*** GIVEN DATA ***
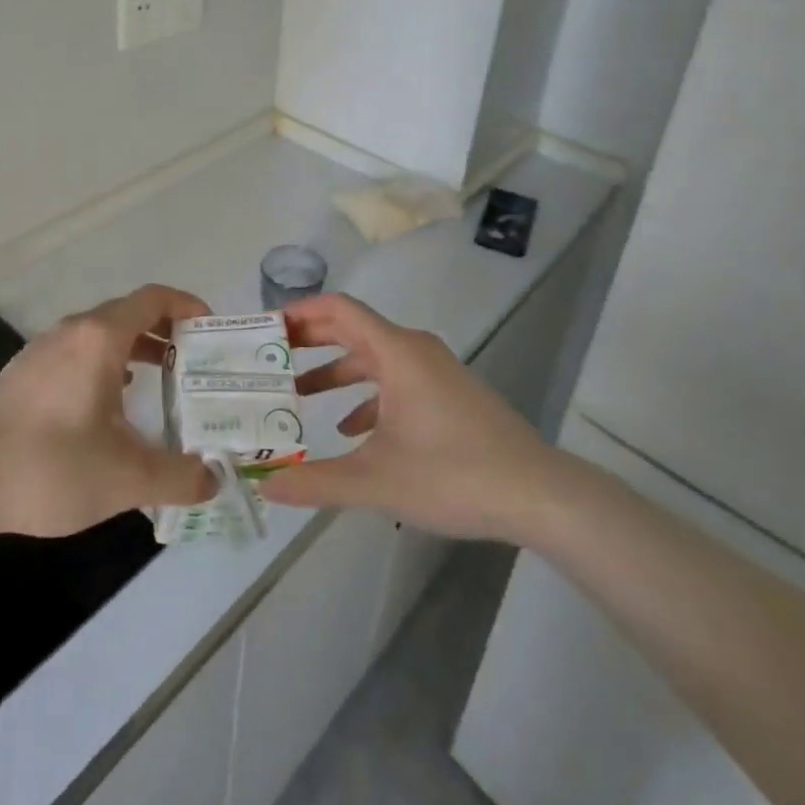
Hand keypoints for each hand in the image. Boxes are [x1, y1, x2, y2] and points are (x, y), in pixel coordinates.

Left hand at [0, 285, 217, 537]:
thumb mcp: (125, 477)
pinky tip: (108, 404)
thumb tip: (214, 479)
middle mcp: (72, 331)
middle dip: (166, 331)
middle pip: (129, 313)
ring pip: (100, 334)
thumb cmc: (48, 467)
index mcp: (100, 338)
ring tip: (159, 380)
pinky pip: (77, 352)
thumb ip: (178, 476)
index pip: (154, 298)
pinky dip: (105, 363)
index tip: (211, 330)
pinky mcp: (23, 373)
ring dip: (134, 348)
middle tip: (194, 362)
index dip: (188, 306)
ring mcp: (42, 349)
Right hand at [257, 292, 557, 542]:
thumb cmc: (454, 474)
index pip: (339, 309)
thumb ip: (316, 482)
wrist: (540, 495)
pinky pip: (396, 380)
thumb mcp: (377, 481)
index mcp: (396, 352)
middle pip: (352, 328)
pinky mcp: (448, 393)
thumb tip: (264, 484)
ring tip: (299, 394)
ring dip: (336, 372)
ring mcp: (435, 371)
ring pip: (374, 358)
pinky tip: (350, 430)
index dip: (299, 312)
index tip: (266, 328)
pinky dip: (367, 395)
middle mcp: (414, 349)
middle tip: (271, 356)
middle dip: (310, 340)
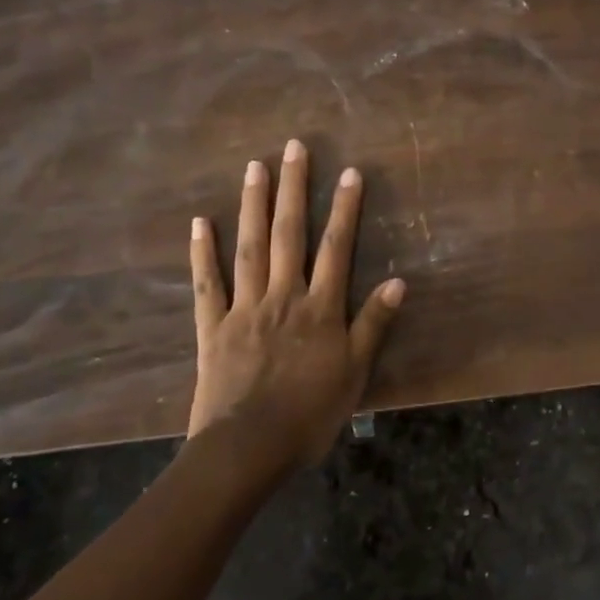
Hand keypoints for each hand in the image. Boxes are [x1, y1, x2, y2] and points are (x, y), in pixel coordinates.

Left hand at [187, 139, 405, 465]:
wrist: (246, 451)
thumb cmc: (309, 415)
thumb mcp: (354, 373)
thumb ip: (373, 325)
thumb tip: (399, 282)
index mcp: (319, 307)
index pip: (336, 247)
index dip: (345, 208)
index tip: (350, 172)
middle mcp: (283, 296)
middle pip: (290, 234)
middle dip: (294, 189)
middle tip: (294, 148)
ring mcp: (244, 308)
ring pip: (250, 247)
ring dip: (253, 205)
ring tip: (254, 167)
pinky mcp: (213, 328)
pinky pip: (208, 284)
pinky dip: (203, 253)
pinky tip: (200, 222)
*** End of GIVEN DATA ***
PROBLEM: Please transcribe all of the records above exactly, leaving out any pictures.

REPLY TO THE TASK:
Hand keypoints for each hand in the image. Boxes are [x1, y1, x2, y2] and points are (x, y), in pixel coordinates.

Left hand at [0, 285, 217, 537]:
thumb mcp: (125, 477)
pinky tip: (108, 404)
thumb tip: (214, 479)
middle mcp: (72, 331)
middle dip: (166, 331)
middle pip: (129, 313)
ring pip: (100, 334)
thumb cmc: (48, 467)
index mcp: (100, 338)
ring tip: (159, 380)
pinky pip: (77, 352)
thumb ip: (178, 476)
index pip: (154, 298)
pinky dip: (105, 363)
index tip: (211, 330)
pinky mcp: (23, 373)
ring dip: (134, 348)
middle tip: (194, 362)
index dip: (188, 306)
ring mcp: (42, 349)
Right hand at [257, 292, 557, 542]:
thumb cmc: (454, 474)
index pip: (339, 309)
thumb ip: (316, 482)
wrist: (540, 495)
pinky pip: (396, 380)
thumb mcp: (377, 481)
index mcp: (396, 352)
middle pip: (352, 328)
pinky mcp: (448, 393)
thumb tip: (264, 484)
ring tip: (299, 394)
ring dip: (336, 372)
ring mcp: (435, 371)
ring pip: (374, 358)
pinky tip: (350, 430)
index dip: (299, 312)
index tip: (266, 328)
pinky dip: (367, 395)
middle mcp: (414, 349)
middle tip: (271, 356)
middle dip: (310, 340)
Hand keypoints for each hand in the image. Boxes are [x1, y1, x2, y2] and points are (x, y), in pixel coordinates.

Left hand at [187, 139, 405, 465]:
wrist: (246, 451)
thumb cmc: (309, 415)
thumb mcp: (354, 373)
thumb ip: (373, 325)
thumb tip: (399, 282)
index mcp: (319, 307)
index pip: (336, 247)
index dip: (345, 208)
index tip: (350, 172)
middle mcp: (283, 296)
middle pip: (290, 234)
middle dip: (294, 189)
middle tip: (294, 148)
ring mcp: (244, 308)
ring pip: (250, 247)
ring dip: (253, 205)
ring tip: (254, 167)
pinky mcp: (213, 328)
pinky pip: (208, 284)
pinky dip: (203, 253)
pinky tip: (200, 222)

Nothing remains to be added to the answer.